START Available data

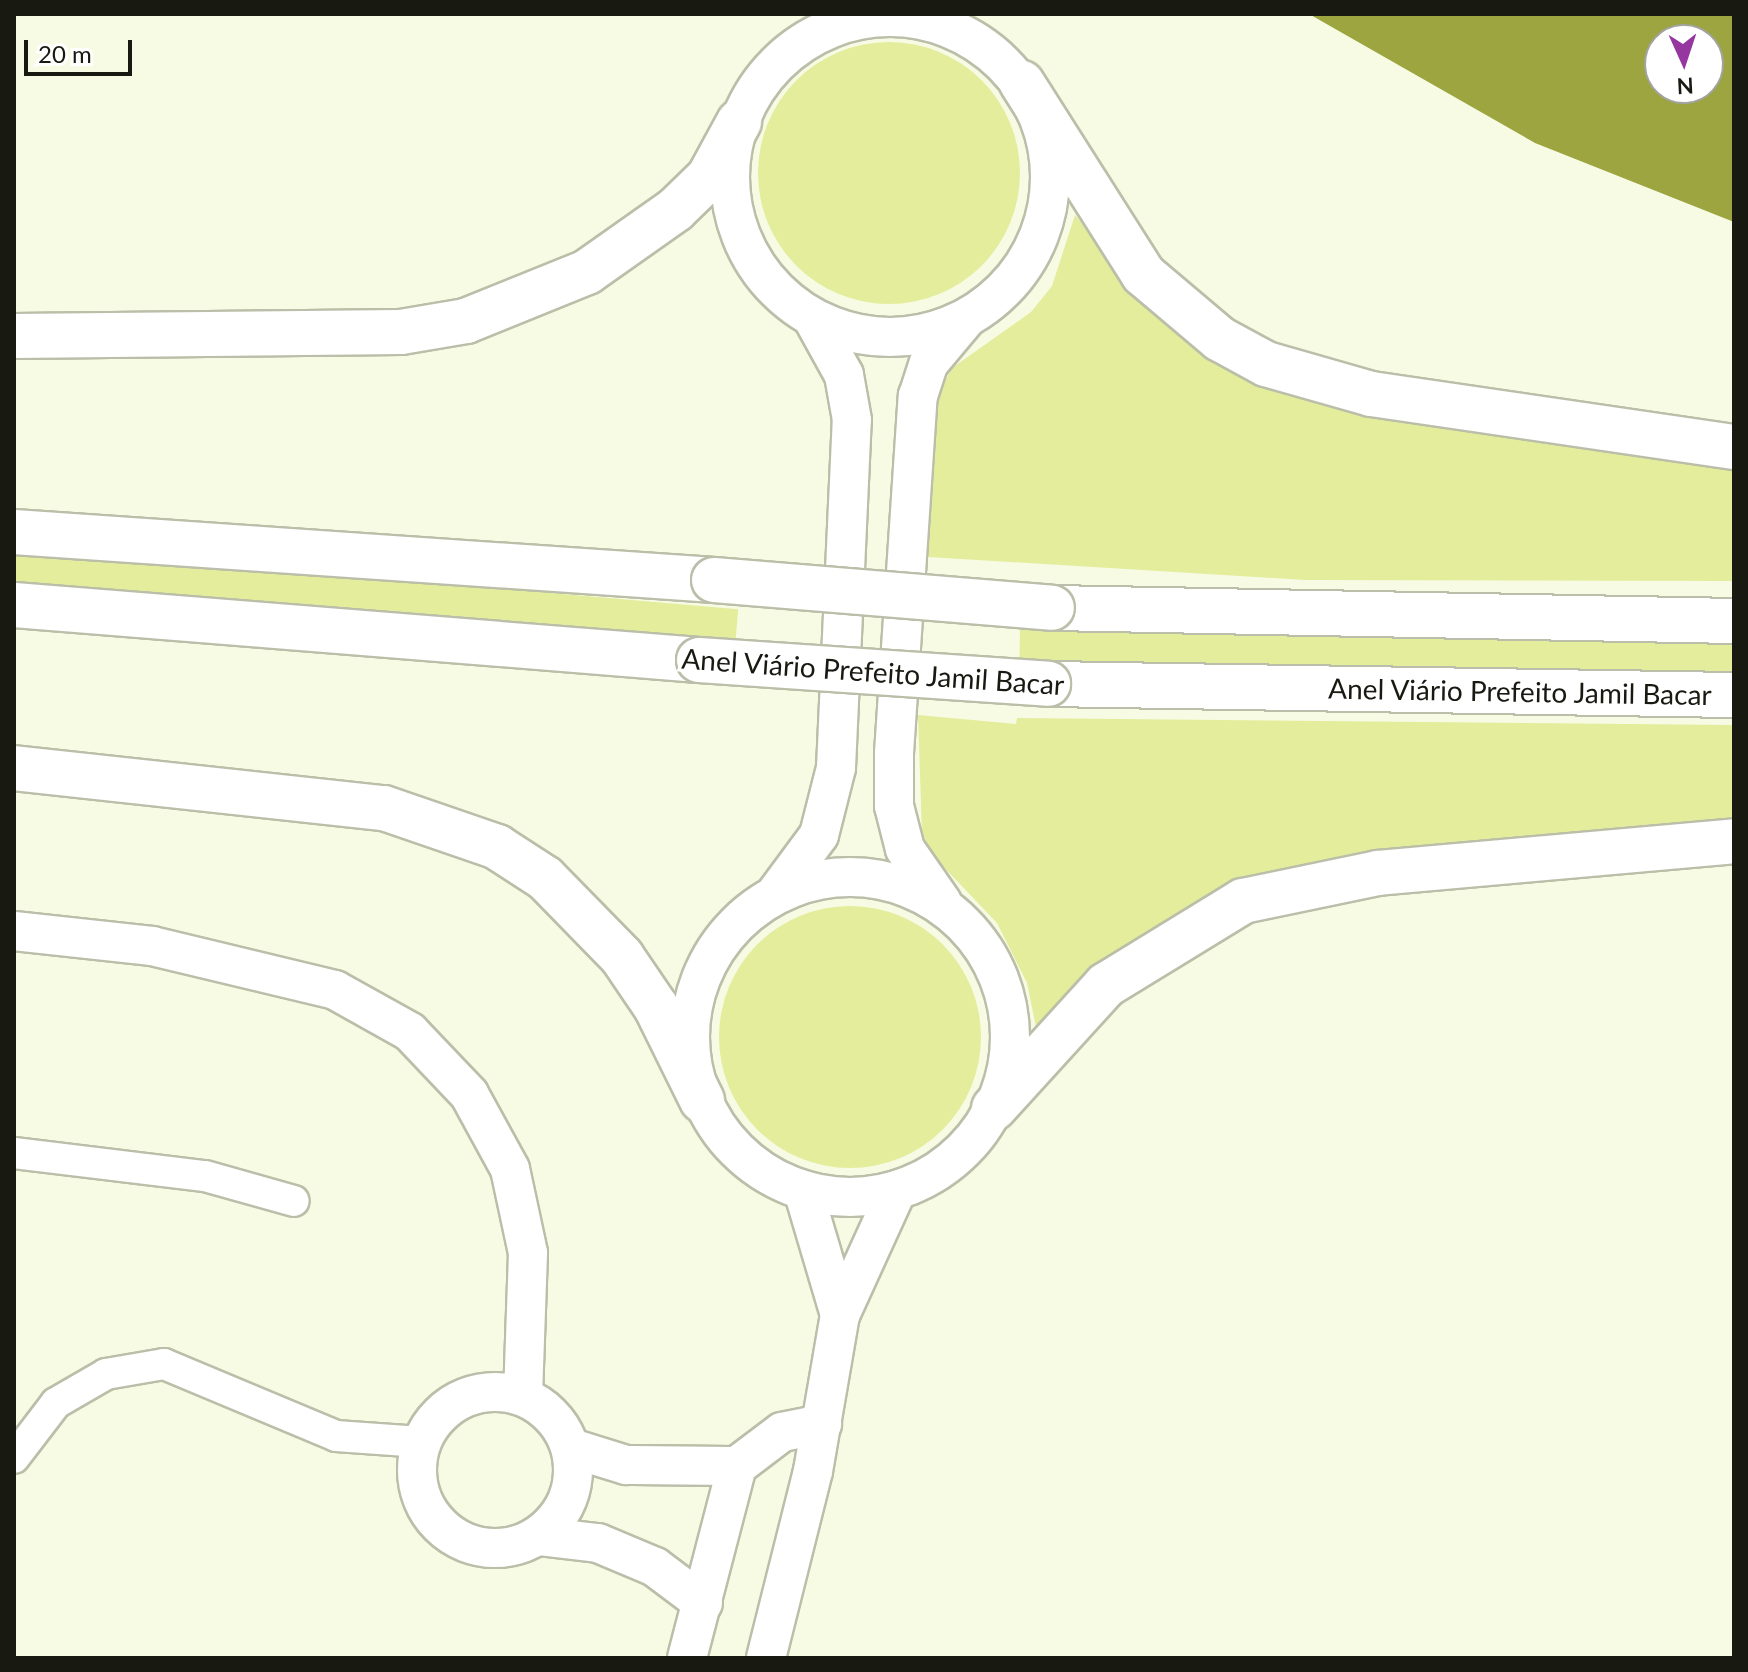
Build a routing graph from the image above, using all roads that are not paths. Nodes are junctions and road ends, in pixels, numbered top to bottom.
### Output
1 (957, 14) edge
2 (851, 18) edge
3 (992, 51) junction
4 (1022, 83) junction
5 (739, 122) junction
6 (812, 317) junction
7 (968, 318) junction
8 (14, 336) edge
9 (1734, 447) edge
10 (14, 532) edge
11 (14, 605) edge
12 (1734, 621) edge
13 (1734, 695) edge
14 (14, 768) edge
15 (1734, 841) edge
16 (776, 893) junction
17 (946, 908) junction
18 (14, 931) edge
19 (702, 1100) junction
20 (994, 1108) junction
21 (14, 1153) edge
22 (803, 1190) junction
23 (897, 1190) junction
24 (294, 1201) dead end
25 (840, 1315) junction
26 (523, 1396) junction
27 (822, 1424) junction
28 (421, 1442) junction
29 (571, 1448) junction
30 (14, 1458) edge
31 (737, 1466) junction
32 (538, 1536) junction
33 (703, 1603) junction
34 (687, 1658) edge
35 (766, 1658) edge

1 - 3 street
2 - 3 street
2 - 5 street
3 - 4 street
4 - 7 street
4 - 9 highway
5 - 6 street
5 - 8 highway
6 - 7 street
6 - 16 street
7 - 17 street
10 - 12 highway, bridge
11 - 13 highway, Anel Viário Prefeito Jamil Bacar, bridge
14 - 19 highway
15 - 20 highway
16 - 17 street
16 - 19 street
17 - 20 street
18 - 26 street
19 - 22 street
20 - 23 street
21 - 24 street
22 - 23 street
22 - 25 street
23 - 25 street
25 - 27 street
26 - 28 street
26 - 29 street
27 - 31 street
27 - 35 street
28 - 30 street
28 - 32 street
29 - 31 street
29 - 32 street
31 - 33 street
32 - 33 street
33 - 34 street

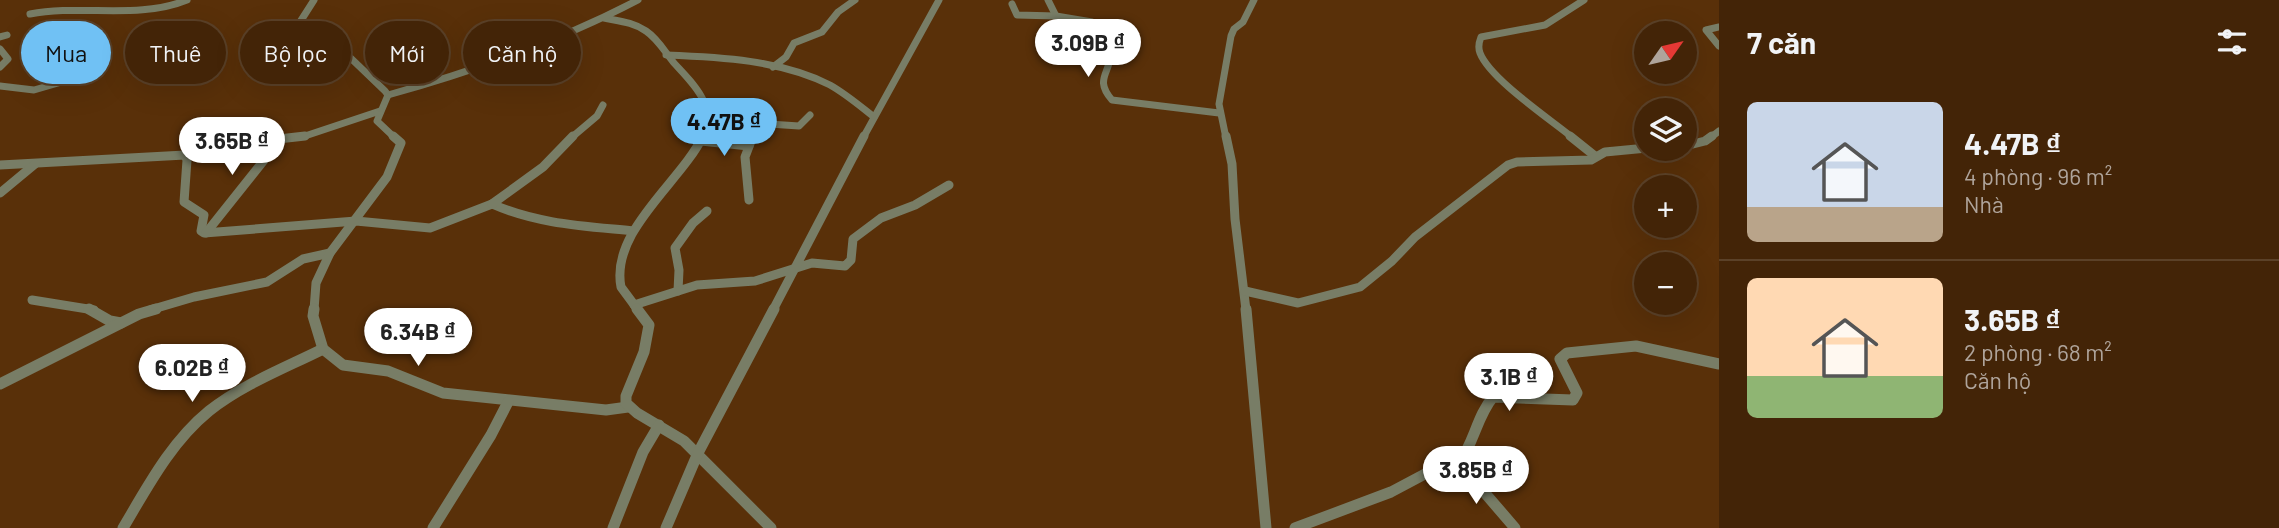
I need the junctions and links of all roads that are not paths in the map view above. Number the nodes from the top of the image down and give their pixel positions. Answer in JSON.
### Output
{"nodes":[{"id":1,"x":187,"y":0,"type":"edge"},
{"id":2,"x":314,"y":0,"type":"edge"},
{"id":3,"x":639,"y":0,"type":"edge"},
{"id":4,"x":855,"y":0,"type":"edge"},
{"id":5,"x":939,"y":0,"type":"edge"},
{"id":6,"x":1048,"y":0,"type":"edge"},
{"id":7,"x":1254,"y":0,"type":"edge"},
{"id":8,"x":1584,"y":0,"type":"edge"},
{"id":9,"x":1012,"y":5,"type":"dead end"},
{"id":10,"x":30,"y":14,"type":"dead end"},
{"id":11,"x":1056,"y":16,"type":"junction"},
{"id":12,"x":604,"y":18,"type":"junction"},
{"id":13,"x":1719,"y":27,"type":"edge"},
{"id":14,"x":1719,"y":46,"type":"edge"},
{"id":15,"x":0,"y":49,"type":"edge"},
{"id":16,"x":666,"y":55,"type":"junction"},
{"id":17,"x":0,"y":67,"type":"edge"},
{"id":18,"x":773,"y":67,"type":"junction"},
{"id":19,"x":57,"y":84,"type":"edge"},
{"id":20,"x":0,"y":86,"type":"edge"},
{"id":21,"x":388,"y":95,"type":"junction"},
{"id":22,"x":603,"y":105,"type":"dead end"},
{"id":23,"x":380,"y":111,"type":"junction"},
{"id":24,"x":1219,"y":113,"type":"junction"},
{"id":25,"x":810,"y":115,"type":"dead end"},
{"id":26,"x":874,"y":117,"type":"junction"},
{"id":27,"x":1719,"y":131,"type":"edge"},
{"id":28,"x":281,"y":139,"type":"junction"},
{"id":29,"x":701,"y":141,"type":"junction"},
{"id":30,"x":1697,"y":143,"type":"edge"},
{"id":31,"x":749,"y":146,"type":"junction"},
{"id":32,"x":1634,"y":149,"type":"edge"},
{"id":33,"x":185,"y":155,"type":"junction"},
{"id":34,"x":1595,"y":156,"type":"junction"},
{"id":35,"x":36,"y":164,"type":"junction"},
{"id":36,"x":0,"y":165,"type":"edge"},
{"id":37,"x":949,"y":185,"type":"dead end"},
{"id":38,"x":0,"y":193,"type":"edge"},
{"id":39,"x":749,"y":200,"type":"dead end"},
{"id":40,"x":492,"y":204,"type":"junction"},
{"id":41,"x":707,"y":211,"type":"dead end"},
{"id":42,"x":356,"y":221,"type":"junction"},
{"id":43,"x":633,"y":231,"type":"junction"},
{"id":44,"x":206,"y":233,"type":"junction"},
{"id":45,"x":330,"y":253,"type":"junction"},
{"id":46,"x":796,"y":268,"type":"junction"},
{"id":47,"x":678,"y":291,"type":"junction"},
{"id":48,"x":1245,"y":291,"type":"junction"},
{"id":49,"x":32,"y":300,"type":"dead end"},
{"id":50,"x":634,"y":304,"type":"junction"},
{"id":51,"x":121,"y":323,"type":"junction"},
{"id":52,"x":323,"y":349,"type":"junction"},
{"id":53,"x":1719,"y":364,"type":"edge"},
{"id":54,"x":0,"y":384,"type":"edge"},
{"id":55,"x":509,"y":402,"type":"junction"},
{"id":56,"x":628,"y":407,"type":"junction"},
{"id":57,"x":659,"y":425,"type":"junction"},
{"id":58,"x":698,"y":453,"type":"junction"},
{"id":59,"x":1459,"y":463,"type":"junction"},
{"id":60,"x":123,"y":528,"type":"edge"},
{"id":61,"x":433,"y":528,"type":"edge"},
{"id":62,"x":613,"y":528,"type":"edge"},
{"id":63,"x":666,"y":528,"type":"edge"},
{"id":64,"x":771,"y":528,"type":"edge"},
{"id":65,"x":1266,"y":528,"type":"edge"},
{"id":66,"x":1295,"y":528,"type":"edge"},
{"id":67,"x":1516,"y":528,"type":"edge"}],
"edges":[{"from":1,"to":10,"type":"street"},
{"from":2,"to":21,"type":"street"},
{"from":3,"to":12,"type":"street"},
{"from":4,"to":18,"type":"street"},
{"from":5,"to":26,"type":"street"},
{"from":6,"to":11,"type":"street"},
{"from":7,"to":24,"type":"street"},
{"from":8,"to":34,"type":"street"},
{"from":9,"to":11,"type":"street"},
{"from":11,"to":24,"type":"street"},
{"from":12,"to":16,"type":"street"},
{"from":12,"to":21,"type":"street"},
{"from":13,"to":14,"type":"street"},
{"from":15,"to":17,"type":"street"},
{"from":16,"to":18,"type":"street"},
{"from":16,"to":29,"type":"street"},
{"from":18,"to":26,"type":"street"},
{"from":19,"to":20,"type":"street"},
{"from":21,"to":23,"type":"street"},
{"from":22,"to":40,"type":"street"},
{"from":23,"to":28,"type":"street"},
{"from":23,"to":42,"type":"street"},
{"from":24,"to":48,"type":"street"},
{"from":25,"to":31,"type":"street"},
{"from":26,"to":46,"type":"street"},
{"from":27,"to":30,"type":"street"},
{"from":28,"to":33,"type":"street"},
{"from":28,"to":44,"type":"street"},
{"from":29,"to":31,"type":"street"},
{"from":29,"to":43,"type":"street"},
{"from":31,"to":39,"type":"street"},
{"from":32,"to":34,"type":"street"},
{"from":33,"to":35,"type":"street"},
{"from":33,"to":44,"type":"street"},
{"from":34,"to":48,"type":"street"},
{"from":35,"to":36,"type":"street"},
{"from":35,"to":38,"type":"street"},
{"from":37,"to":46,"type":"street"},
{"from":40,"to":42,"type":"street"},
{"from":40,"to":43,"type":"street"},
{"from":41,"to":47,"type":"street"},
{"from":42,"to":44,"type":"street"},
{"from":42,"to":45,"type":"street"},
{"from":43,"to":50,"type":"street"},
{"from":45,"to":51,"type":"street"},
{"from":45,"to":52,"type":"street"},
{"from":46,"to":47,"type":"street"},
{"from":46,"to":58,"type":"street"},
{"from":47,"to":50,"type":"street"},
{"from":48,"to":65,"type":"street"},
{"from":49,"to":51,"type":"street"},
{"from":50,"to":56,"type":"street"},
{"from":51,"to":54,"type":"street"},
{"from":52,"to":55,"type":"street"},
{"from":52,"to":60,"type":"street"},
{"from":53,"to":59,"type":"street"},
{"from":55,"to":56,"type":"street"},
{"from":55,"to":61,"type":"street"},
{"from":56,"to":57,"type":"street"},
{"from":57,"to":58,"type":"street"},
{"from":57,"to":62,"type":"street"},
{"from":58,"to":63,"type":"street"},
{"from":58,"to":64,"type":"street"},
{"from":59,"to":66,"type":"street"},
{"from":59,"to":67,"type":"street"}]}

END Available data

Work to be completed:
Copy only the part of the records that runs from the first line to the line with "I need the junctions", ends included, leaving pictures out.

Solution for this exercise:
Build a routing graph from the image above, using all roads that are not paths. Nodes are junctions and road ends, in pixels, numbered top to bottom.
### Output
1 (957, 14) edge
2 (851, 18) edge
3 (992, 51) junction
4 (1022, 83) junction
5 (739, 122) junction
6 (812, 317) junction
7 (968, 318) junction
8 (14, 336) edge
9 (1734, 447) edge
10 (14, 532) edge
11 (14, 605) edge
12 (1734, 621) edge
13 (1734, 695) edge
14 (14, 768) edge
15 (1734, 841) edge
16 (776, 893) junction
17 (946, 908) junction
18 (14, 931) edge
19 (702, 1100) junction
20 (994, 1108) junction
21 (14, 1153) edge
22 (803, 1190) junction
23 (897, 1190) junction
24 (294, 1201) dead end
25 (840, 1315) junction
26 (523, 1396) junction
27 (822, 1424) junction
28 (421, 1442) junction
29 (571, 1448) junction
30 (14, 1458) edge
31 (737, 1466) junction
32 (538, 1536) junction
33 (703, 1603) junction
34 (687, 1658) edge
35 (766, 1658) edge

1 - 3 street
2 - 3 street
2 - 5 street
3 - 4 street
4 - 7 street
4 - 9 highway
5 - 6 street
5 - 8 highway
6 - 7 street
6 - 16 street
7 - 17 street
10 - 12 highway, bridge
11 - 13 highway, Anel Viário Prefeito Jamil Bacar, bridge
14 - 19 highway
15 - 20 highway
16 - 17 street
16 - 19 street
17 - 20 street
18 - 26 street
19 - 22 street
20 - 23 street
21 - 24 street
22 - 23 street
22 - 25 street
23 - 25 street
25 - 27 street
26 - 28 street
26 - 29 street
27 - 31 street
27 - 35 street
28 - 30 street
28 - 32 street
29 - 31 street
29 - 32 street
31 - 33 street
32 - 33 street
33 - 34 street

I need the junctions and links of all roads that are not paths in the map view above. Number the nodes from the top of the image down and give their pixel positions. Answer in JSON.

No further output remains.